A new festival in the Goldfields aims for long-term tourism opportunities.
The Goldfields capital of Kalgoorlie-Boulder will become the latest regional Western Australian centre to host a major arts and culture event when the inaugural Arts and Edges festival is held this week.
The festival will coincide with this year’s Regional Arts Australia Summit, a biennial conference held in regional towns across the country after a bidding process involving state regional arts bodies.
Country Arts WA this year won the bid to host the conference from October 16 to 19 in the Goldfields and will launch Arts and Edges concurrently.
This model proved successful when Tasmanian Regional Arts staged the conference and presented the Junction Arts Festival as a one-off event annexed to the 2010 event in Launceston.
Junction Arts Festival was then established as an annual event and by its third year had transitioned away from Tasmanian Regional Arts to become an independent not-for-profit organisation.
The Arts and Edges festival will feature song and music workshops, displays of Aboriginal art, dance, photography, and performance among other offerings.
Tourism WA has provided $530,000 over three years to the Goldfields festival through its Regional Events Program, which was introduced in the 2011-12 state budget using $40 million over four years from the Royalties for Regions initiative.
Overall, this year’s four-day event is expected to attract 10,000 visitors and is estimated to cost $1.6 million, with the price tag over next two years expected to be a quarter of this.
The City of Kalgoorlie contributed $100,000 in-kind and cash to the summit, but did not disclose plans to contribute further amounts to the annual festival.
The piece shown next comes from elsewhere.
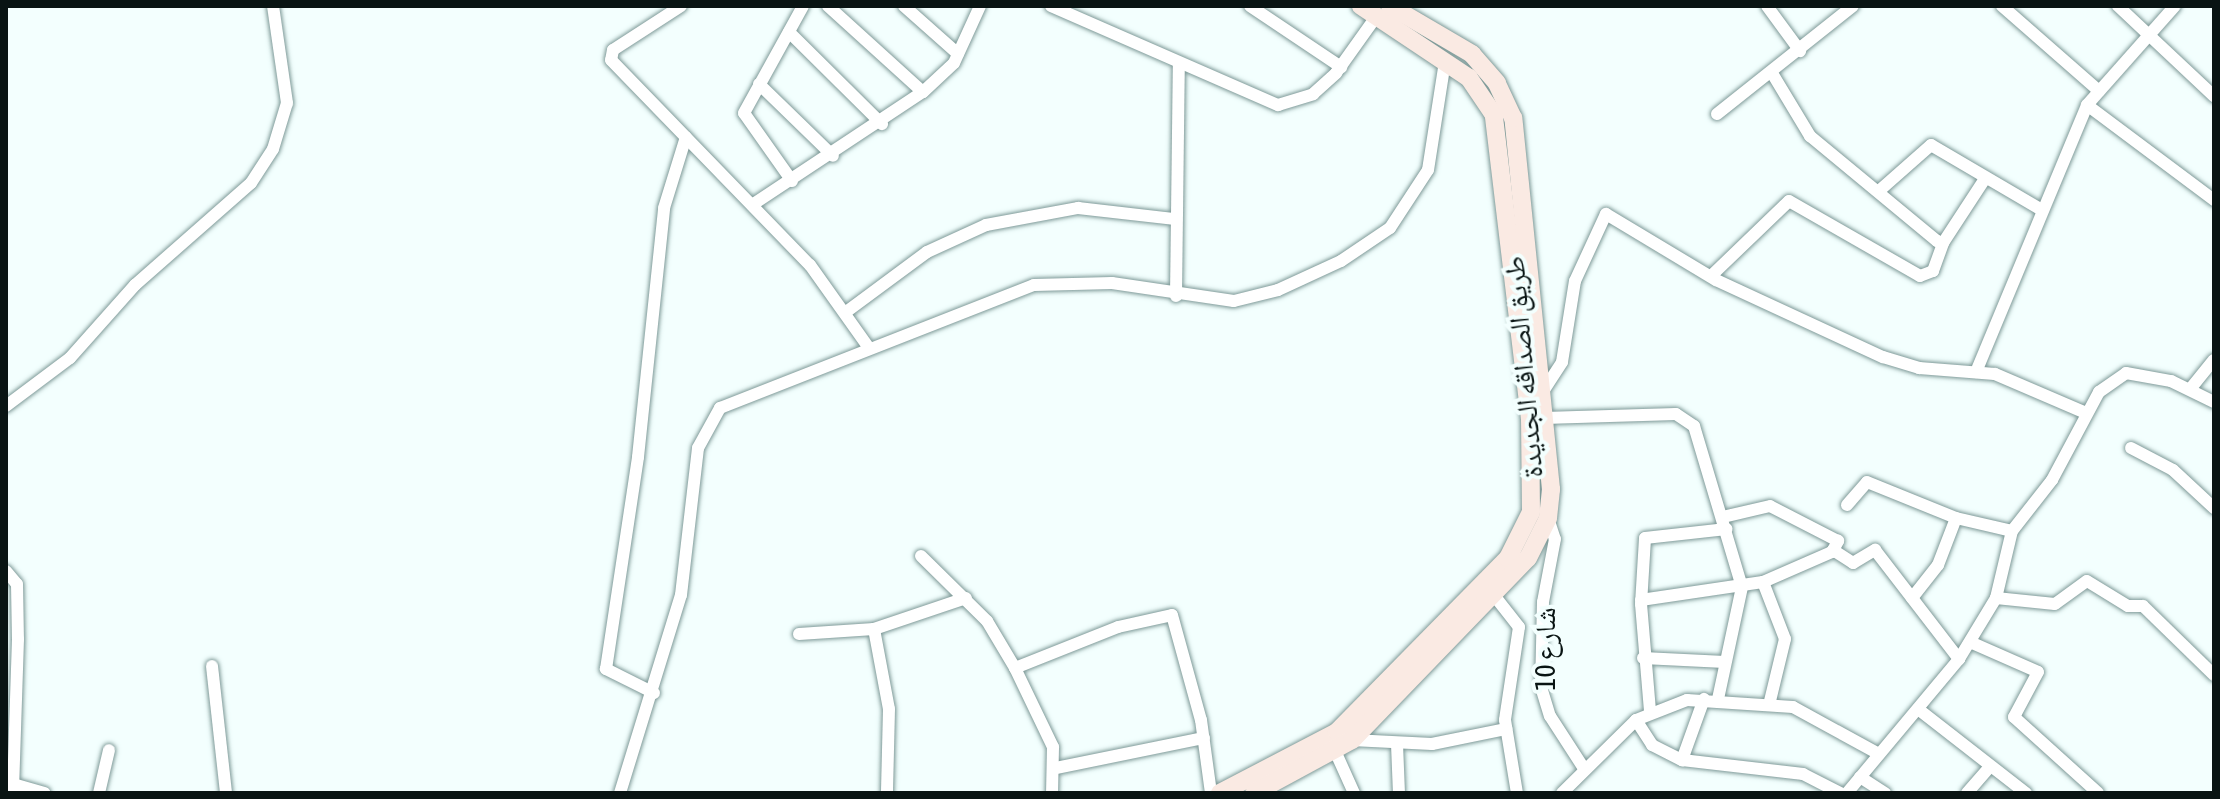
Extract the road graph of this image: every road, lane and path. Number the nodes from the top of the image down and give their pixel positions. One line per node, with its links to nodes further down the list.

Country Arts WA chief executive officer Jessica Machin told Business News that there needed to be a strong community desire if successful regional events were to become ‘cultural destinations’.
She said the South West did cultural tourism extremely will, because events there enabled visitors to have a full experience.
Other regions have also dovetailed events with the broader tourism experience.
The East Kimberley Ord Valley Muster progressed from a one-night dinner in the outback for local businesses to a 10-day event each May, with its Kimberley Moon Experience alone attracting 5,000 visitors.
The Gascoyne in May series of events attracts up to 7,000 visitors to the region and was another Country Arts WA-supported initiative, until it created its own governance model and it became an incorporated association.
Ms Machin said she envisaged a similar model in the Goldfields, with the festival possibly engaging with other events in the region, although the targets for interstate and international visitors are currently low.
“You’ve got to build it into a significant event before that (national and international tourism) happens,” she said.
Ms Machin said there would be a natural withdrawal of Country Arts WA from the event over time, and ideally within five years the government body would no longer be running Arts and Edges.
“Our measure of success is that we do ourselves out of a job in the long term,” Ms Machin said.
Karratha’s Red Earth Arts Festival runs under a different model, whereby it receives minimal funding from the state government (6 per cent) and instead relies on its partnerships with some of the state’s biggest miners, as well as the City of Karratha.
The Woodside-operated North West Shelf Project has been involved with the festival since its inception, and Rio Tinto has also signed on as a principal partner of the event.
The $515,000 Pilbara festival attracts around 10,000 visitors to the regional event over 10 days in September.